The fundamental operations in Spark are map and filter.

val txtRDD = someRDD filter { case(id, content) => id.endsWith(".txt") }

the txtRDD will now only contain files that have the extension ".txt"

And if you want to word count those files you can say

//split the documents into words in one long list
val words = txtRDD flatMap { case (id,text) => text.split("\\s+") }
// give each word a count of 1
val wordT = words map (x => (x,1))  
//sum up the counts for each word
val wordCount = wordsT reduceByKey((a, b) => a + b)

You want to use mapPartitions when you have some expensive initialization you need to perform -- for example, if you want to do Named Entity Recognition with a library like the Stanford coreNLP tools.

Master map, filter, flatMap, and reduce, and you are well on your way to mastering Spark.

Solution 3:

I would try making use of a partition mapping function. The code below shows how an entire RDD dataset can be processed in a loop so that each input goes through the very same function. I am afraid I have no knowledge about Scala, so everything I have to offer is java code. However, it should not be very difficult to translate it into scala.

JavaRDD<String> res = file.mapPartitions(new FlatMapFunction <Iterator<String> ,String>(){ 
      @Override
      public Iterable<String> call(Iterator <String> t) throws Exception {  

          ArrayList<String[]> tmpRes = new ArrayList <>();
          String[] fillData = new String[2];

          fillData[0] = "filename";
          fillData[1] = "content";

          while(t.hasNext()){
               tmpRes.add(fillData);  
          }

          return Arrays.asList(tmpRes);
      }

}).cache();

Solution 4:

what the wholeTextFiles return is a Pair RDD:

def wholeTextFiles(path: String, minPartitions: Int): RDD[(String, String)]

Read a directory of text files from HDFS, a local file system (available on all nodes), or any Hadoop-supported file system URI. Each file is read as a single record and returned in a key-value pair, where the key is the path of each file, the value is the content of each file.

Here is an example of reading the files at a local path then printing every filename and content.

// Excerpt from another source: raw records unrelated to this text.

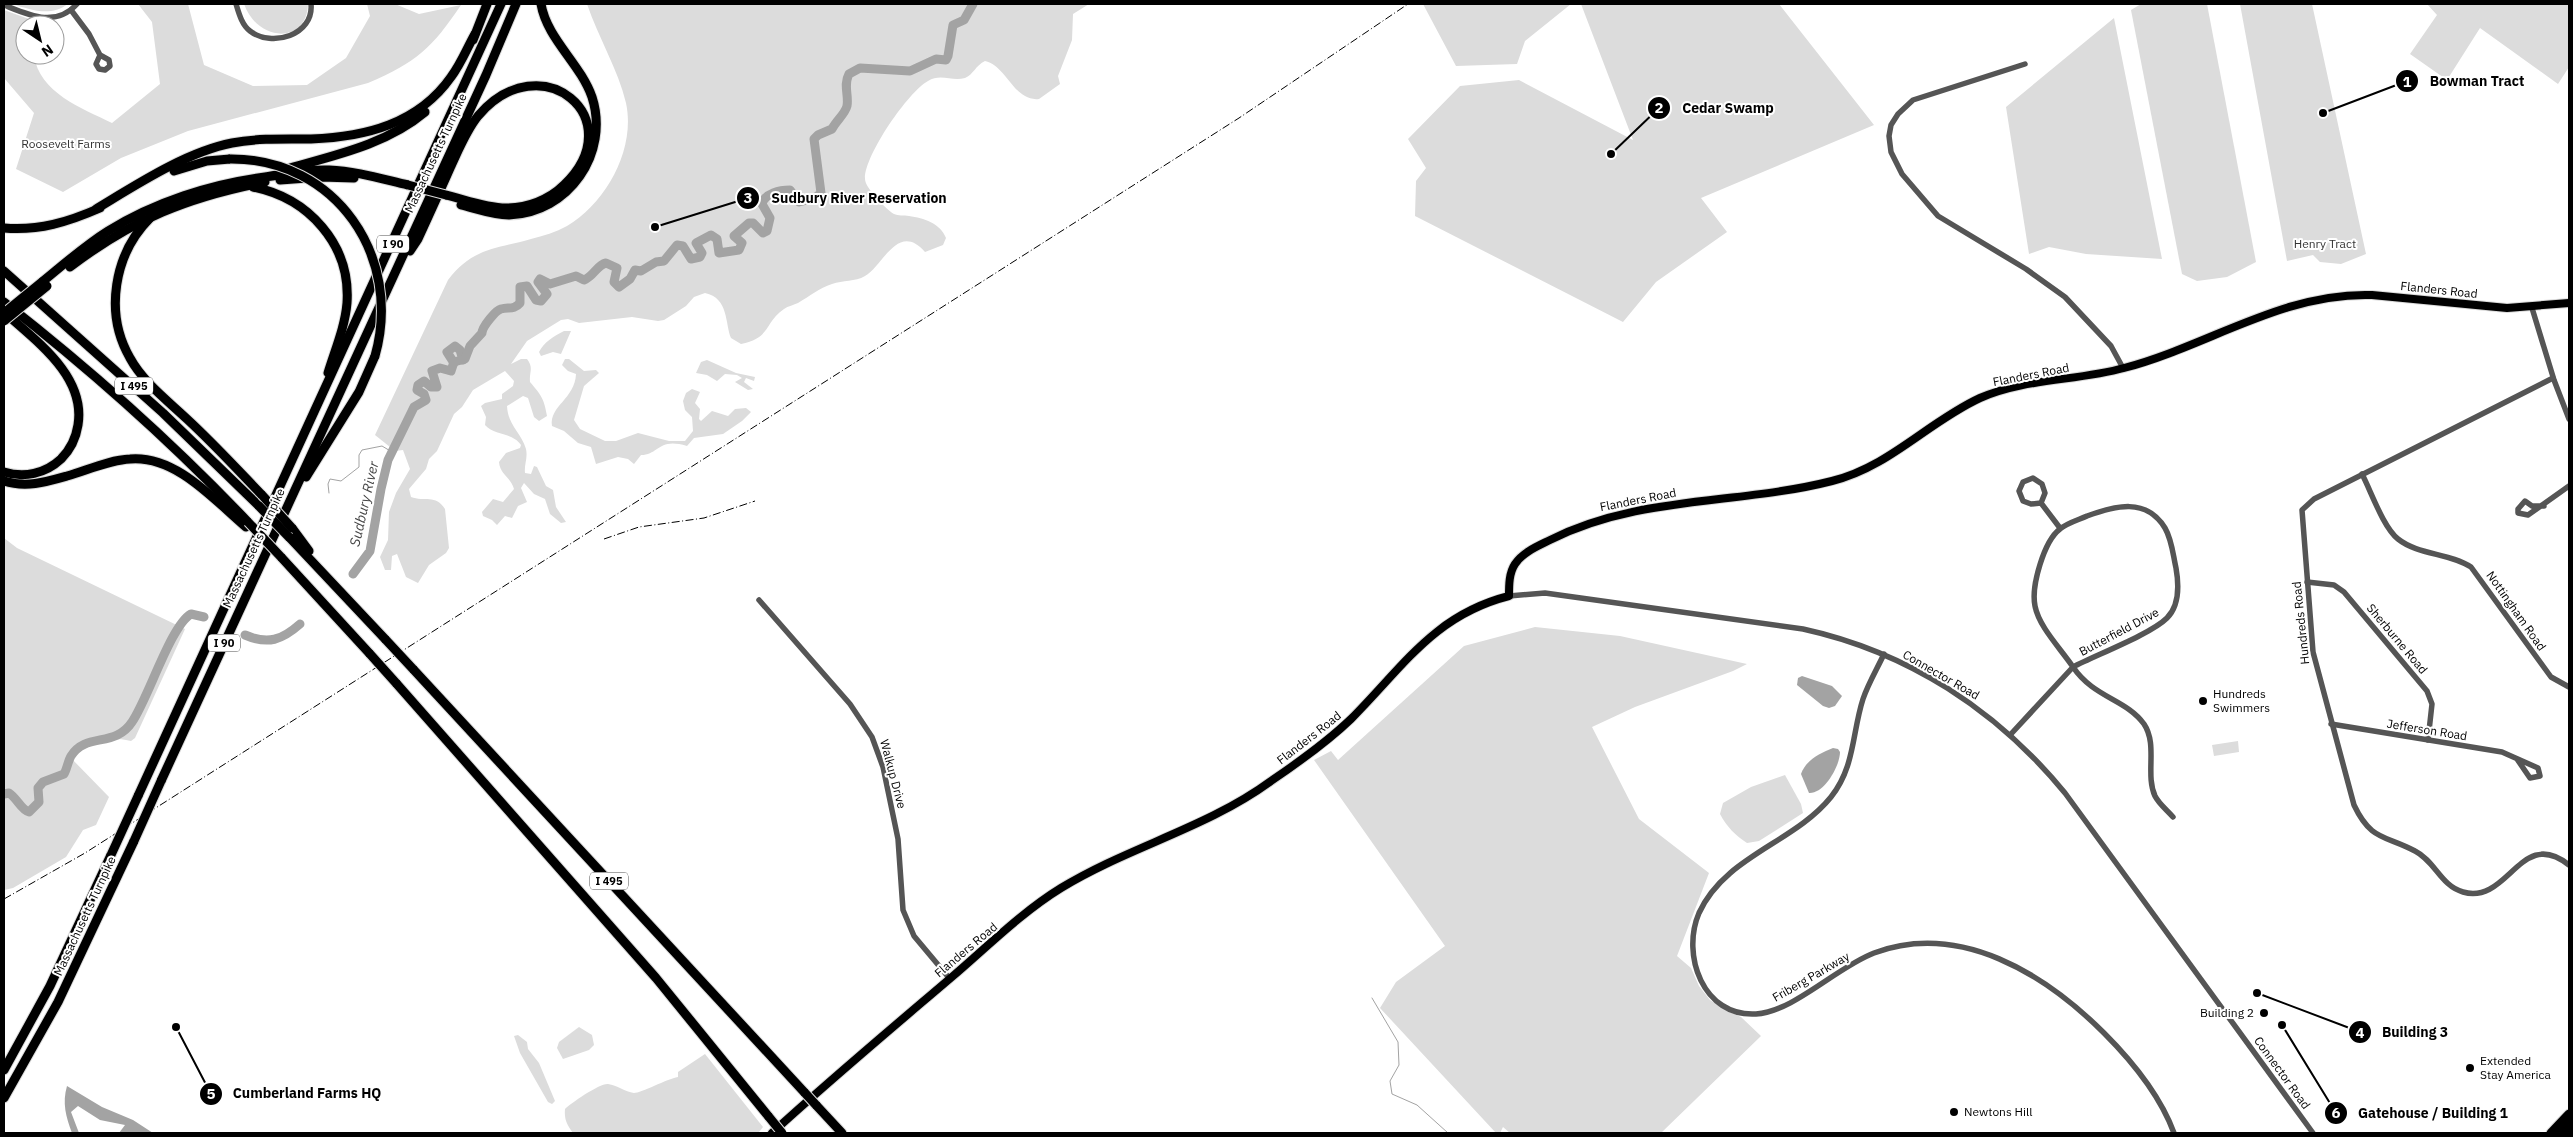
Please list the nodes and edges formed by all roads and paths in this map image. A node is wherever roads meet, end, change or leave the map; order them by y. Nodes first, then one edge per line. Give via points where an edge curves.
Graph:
1 (77, 4) edge
2 (236, 4) edge
3 (310, 4) edge
4 (487, 4) edge
5 (501, 4) edge
6 (516, 4) edge
7 (541, 4) edge
8 (4, 6) edge
9 (71, 10) junction
10 (475, 34) junction
11 (100, 55) dead end
12 (2025, 64) dead end
13 (249, 182) junction
14 (445, 198) junction
15 (96, 209) junction
16 (154, 214) junction
17 (4, 228) edge
18 (105, 238) dead end
19 (66, 270) junction
20 (4, 272) edge
21 (396, 272) junction
22 (44, 284) junction
23 (4, 302) edge
24 (2569, 303) edge
25 (2532, 308) junction
26 (4, 312) edge
27 (4, 321) edge
28 (2124, 368) junction
29 (2553, 378) junction
30 (318, 404) junction
31 (2569, 419) edge
32 (4, 472) edge
33 (2362, 474) junction
34 (4, 481) edge
35 (2569, 486) edge
36 (2041, 503) junction
37 (288, 505) junction
38 (2544, 506) dead end
39 (247, 525) junction
40 (2060, 528) junction
41 (291, 532) junction
42 (2307, 582) junction
43 (1509, 596) junction
44 (759, 600) dead end
45 (1884, 654) junction
46 (2073, 667) junction
47 (2569, 687) edge
48 (2331, 724) junction
49 (2011, 734) junction
50 (2428, 740) junction
51 (2517, 760) dead end
52 (2173, 817) dead end
53 (2569, 865) edge
54 (950, 979) junction
55 (4, 1070) edge
56 (4, 1098) edge
57 (2569, 1114) edge
58 (2569, 1124) edge
59 (772, 1133) edge
60 (782, 1133) edge
61 (842, 1133) edge
62 (2174, 1133) edge
63 (2313, 1133) edge
64 (2551, 1133) edge
65 (2561, 1133) edge

1 - 9 street
2 - 3 street via 249,31 263,38 280,39 293,35 303,26 309,17
4 - 10 highway
5 - 30 highway, Massachusetts Turnpike / I 90
6 - 21 highway, Massachusetts Turnpike / I 90
7 - 14 highway via 548,24 592,98 596,134 590,161 568,191 545,206 528,212 500,214
8 - 9 street via 34,18 54,18
9 - 11 street
10 - 13 highway via 452,82 409,124 371,144
10 - 15 highway via 440,91 417,111 394,124 349,137 252,140 220,146 188,158
12 - 28 street via 1913,100 1891,125 1891,152 1902,174 1938,216 2026,269 2065,297 2112,346
13 - 14 highway via 344,177 407,187
13 - 16 highway
13 - 22 highway via 184,196 133,217 89,244
13 - 30 highway via 306,210 328,234 343,264 346,310
14 - 21 highway via 506,208 530,205 554,193 573,175 584,156 588,129 581,110 560,90 538,85 511,92 489,106 469,129 418,239
15 - 17 highway via 51,226
15 - 37 highway, bridge via 188,166 230,159 268,164 301,176 332,197 357,224 373,256 381,290 381,325 375,356 354,400
16 - 19 highway via 116,234
16 - 41 highway, bridge via 129,245 118,274 115,308 123,344 143,377 262,495
18 - 19 highway
19 - 22 highway
20 - 41 highway, I 495, bridge via 116,370 259,506
21 - 37 highway, Massachusetts Turnpike / I 90
22 - 26 highway, bridge
22 - 27 highway, bridge
23 - 39 highway, I 495 via 135,411 185,457
24 - 25 main road, Flanders Road
25 - 28 main road, Flanders Road via 2372,295 2327,297 2283,308
25 - 29 street
26 - 32 highway via 64,372 75,391 79,413 74,439 57,462 31,474
28 - 43 main road, Flanders Road via 1992,394 1951,414 1876,464 1834,480 1798,488 1642,508 1593,521 1536,546 1520,558 1512,569
29 - 31 street
29 - 33 street, Hundreds Road
30 - 55 highway, Massachusetts Turnpike / I 90, bridge via 56,973
33 - 42 street, Hundreds Road via 2314,499 2302,510
33 - 47 street, Nottingham Road via 2390,530 2398,539 2471,567 2551,677
34 - 39 highway via 38,484 123,460 150,460 167,465 190,480
35 - 38 street
36 - 36 street via 2045,493 2042,484 2033,478 2023,482 2019,492 2023,501
36 - 40 street
37 - 56 highway, Massachusetts Turnpike / I 90, bridge via 56,1006
39 - 60 highway, I 495, bridge via 281,557 370,654 656,978
40 - 46 street, Butterfield Drive via 2047,546 2034,599 2040,618
40 - 46 street, Butterfield Drive via 2114,507 2126,505 2143,509 2157,519 2168,536 2178,585 2177,602 2166,620
41 - 61 highway, I 495, bridge via 329,580
42 - 48 street, Hundreds Road via 2313,652
42 - 50 street, Sherburne Road via 2334,585 2344,592 2427,691 2432,704
43 - 45 street, Connector Road via 1545,593 1771,623 1838,638
43 - 54 main road, Flanders Road via 1466,611 1435,631 1349,721 1270,782 1208,817 1062,888 1026,914
44 - 54 street, Walkup Drive via 850,704 872,737 883,767 898,839 904,910 914,936
45 - 49 street, Connector Road via 1958,694
45 - 62 street, Friberg Parkway via 1863,698 1848,768 1833,794 1813,816 1732,871 1704,904 1692,942 1694,964 1703,984 1724,1006 1755,1014 1776,1010 1844,968 1886,950 1930,943 1975,950 2045,983 2084,1014 2148,1085 2164,1108
46 - 49 street, Butterfield Drive
46 - 52 street via 2089,687 2132,711 2144,724 2149,737 2154,794
48 - 50 street, Jefferson Road
48 - 53 street, Hundreds Road via 2354,804 2365,824 2382,839 2424,856 2454,889 2464,893 2497,887 2520,862 2530,857 2552,855
49 - 63 street, Connector Road via 2044,766 2065,793
50 - 51 street, Jefferson Road via 2502,752
54 - 59 main road, Flanders Road
57 - 64 highway
58 - 65 highway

val conf = new SparkConf().setAppName("scala-test").setMaster("local")
val sc = new SparkContext(conf)
sc.wholeTextFiles("file:///Users/leon/Documents/test/")
  .collect
  .foreach(t => println(t._1 + ":" + t._2));

the result:

file:/Users/leon/Documents/test/1.txt:{"name":"tom","age":12}

file:/Users/leon/Documents/test/2.txt:{"name":"john","age":22}

file:/Users/leon/Documents/test/3.txt:{"name":"leon","age":18}

or converting the Pair RDD to a RDD first

sc.wholeTextFiles("file:///Users/leon/Documents/test/")
  .map(t => t._2)
  .collect
  .foreach { x => println(x)}

the result:

{"name":"tom","age":12}

{"name":"john","age":22}

{"name":"leon","age":18}

And I think wholeTextFiles is more compliant for small files.